BEGIN Supplied data

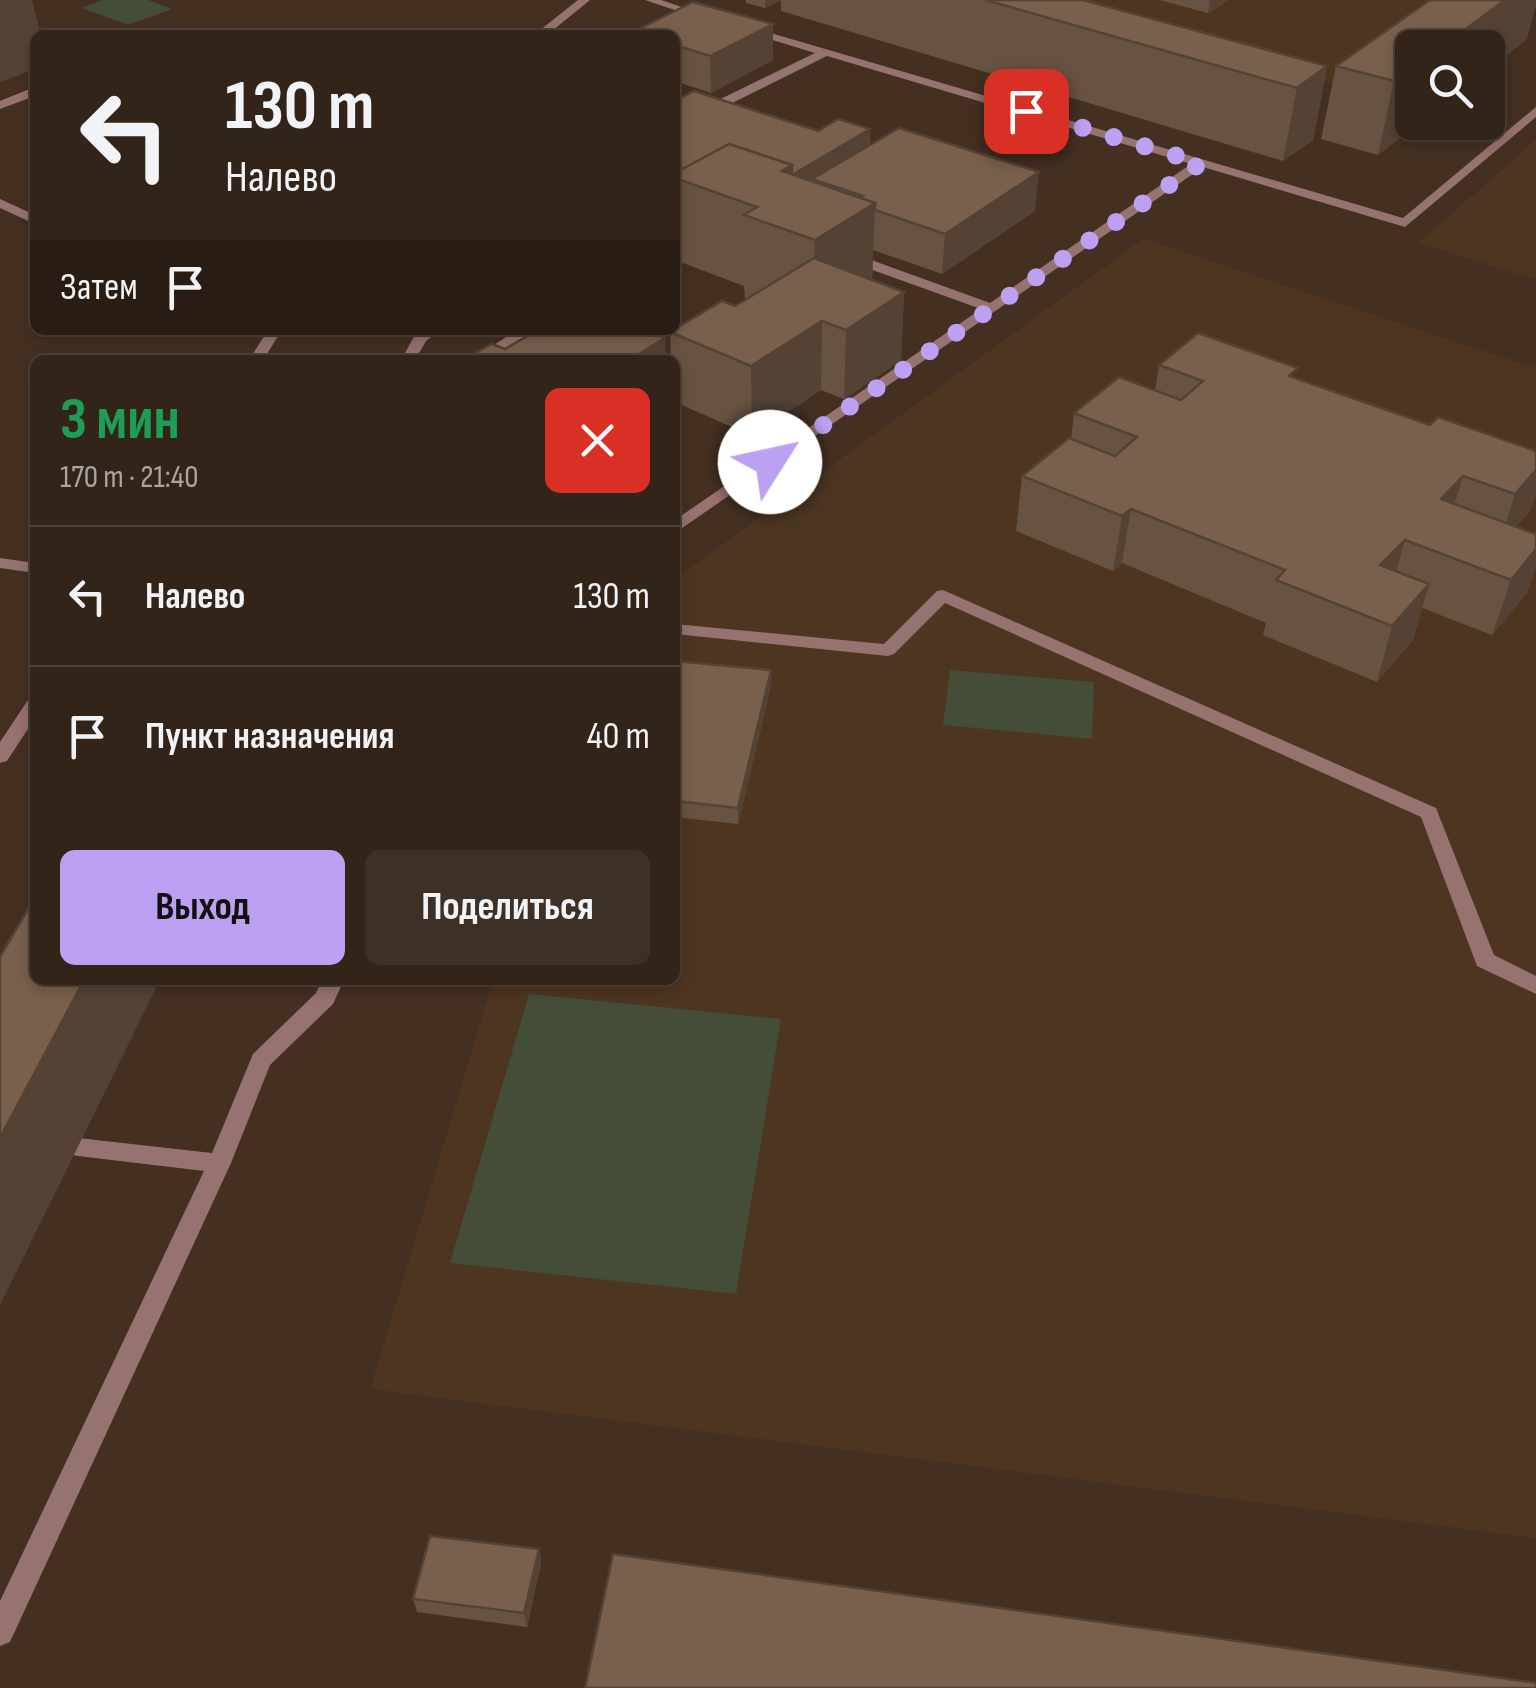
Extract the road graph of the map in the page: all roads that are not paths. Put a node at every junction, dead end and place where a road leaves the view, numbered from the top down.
1 (650, 0) edge
2 (581, 1) edge
3 (546, 30) edge
4 (826, 52) junction
5 (30, 93) edge
6 (0, 105) edge
7 (1536, 111) edge
8 (681, 123) edge
9 (1201, 163) junction
10 (0, 204) edge
11 (30, 218) edge
12 (826, 249) edge
13 (991, 308) junction
14 (425, 335) edge
15 (519, 335) edge
16 (411, 355) edge
17 (486, 355) edge
18 (680, 525) edge
19 (0, 563) edge
20 (30, 567) edge
21 (680, 629) edge
22 (30, 712) edge
23 (0, 758) edge
24 (330, 985) edge
25 (1536, 986) edge
26 (78, 1147) dead end
27 (219, 1163) junction
28 (0, 1632) edge

1 - 4 street
2 - 3 street
4 - 8 street
4 - 9 street
5 - 6 street
7 - 9 street
9 - 13 street
10 - 11 street
12 - 13 street
13 - 18 street
14 - 16 street
15 - 17 street
19 - 20 street
21 - 25 street
22 - 23 street
24 - 27 street
26 - 27 street
27 - 28 street

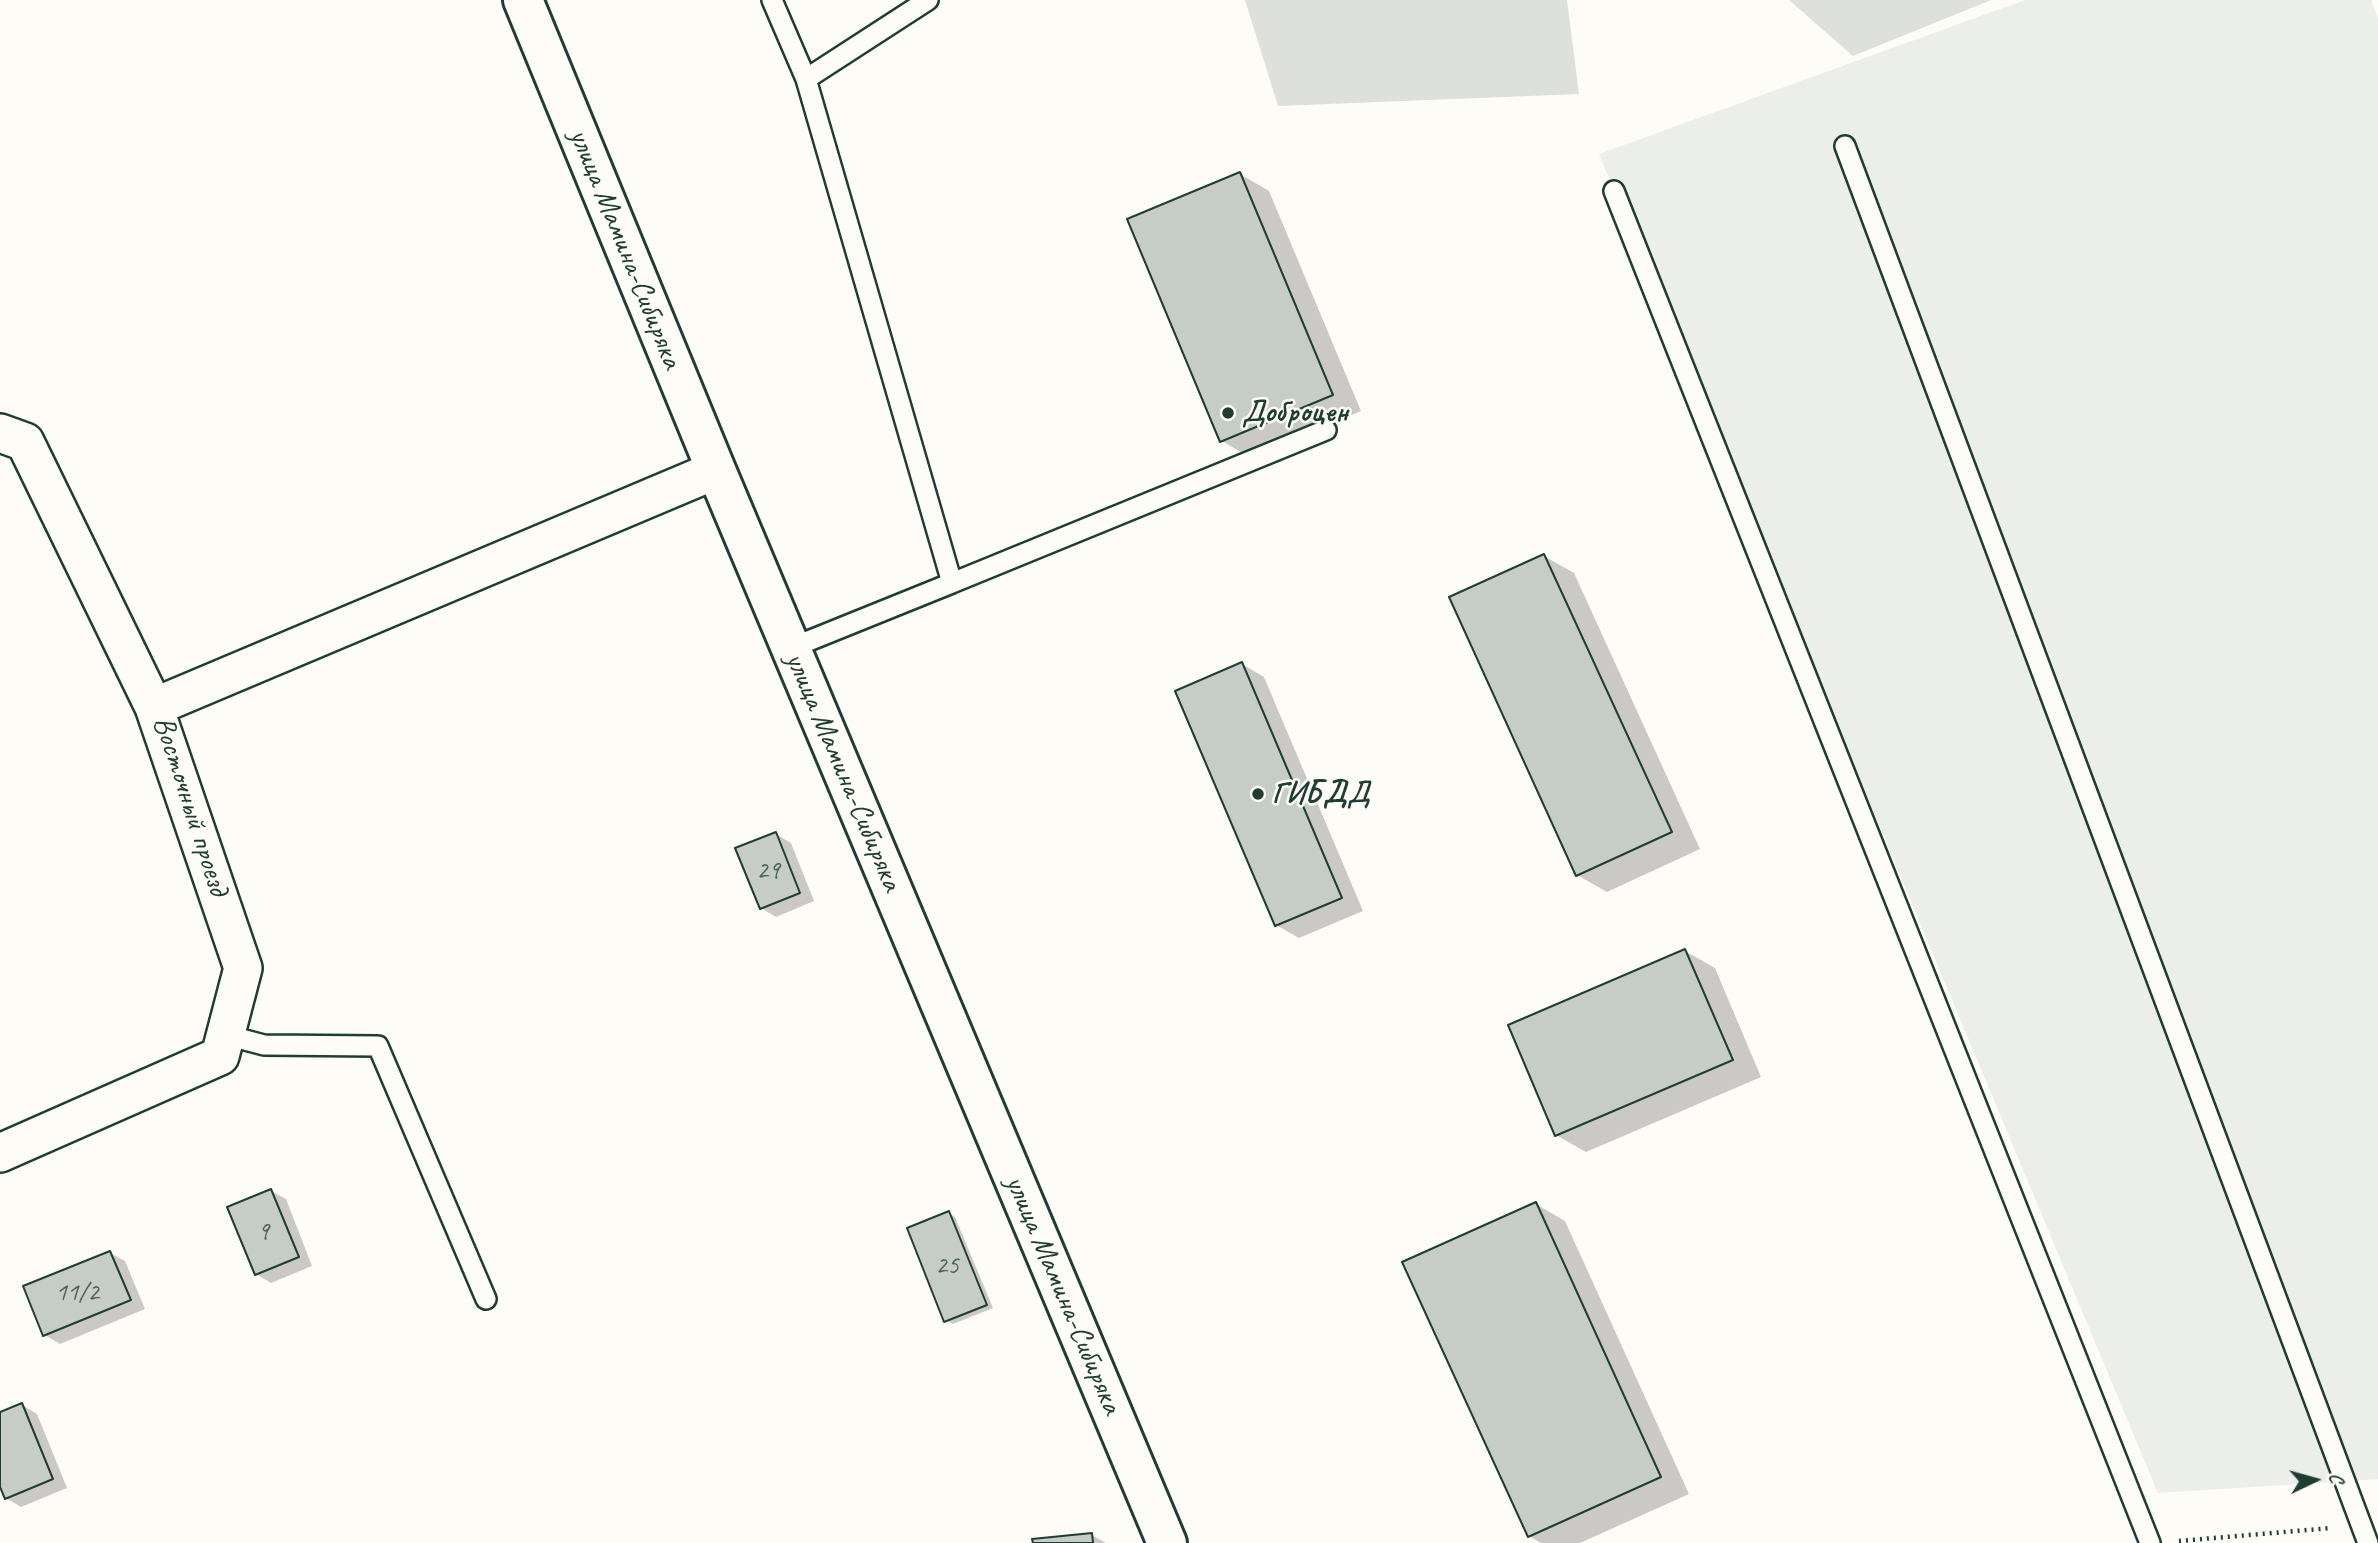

END Supplied data

#### What this task involves
Return every entry above exactly. Pictures stay out.

#### Output for this exercise
Extract the road graph of the map in the page: all roads that are not paths. Put a node at every junction, dead end and place where a road leaves the view, numbered from the top down.
1 (650, 0) edge
2 (581, 1) edge
3 (546, 30) edge
4 (826, 52) junction
5 (30, 93) edge
6 (0, 105) edge
7 (1536, 111) edge
8 (681, 123) edge
9 (1201, 163) junction
10 (0, 204) edge
11 (30, 218) edge
12 (826, 249) edge
13 (991, 308) junction
14 (425, 335) edge
15 (519, 335) edge
16 (411, 355) edge
17 (486, 355) edge
18 (680, 525) edge
19 (0, 563) edge
20 (30, 567) edge
21 (680, 629) edge
22 (30, 712) edge
23 (0, 758) edge
24 (330, 985) edge
25 (1536, 986) edge
26 (78, 1147) dead end
27 (219, 1163) junction
28 (0, 1632) edge

1 - 4 street
2 - 3 street
4 - 8 street
4 - 9 street
5 - 6 street
7 - 9 street
9 - 13 street
10 - 11 street
12 - 13 street
13 - 18 street
14 - 16 street
15 - 17 street
19 - 20 street
21 - 25 street
22 - 23 street
24 - 27 street
26 - 27 street
27 - 28 street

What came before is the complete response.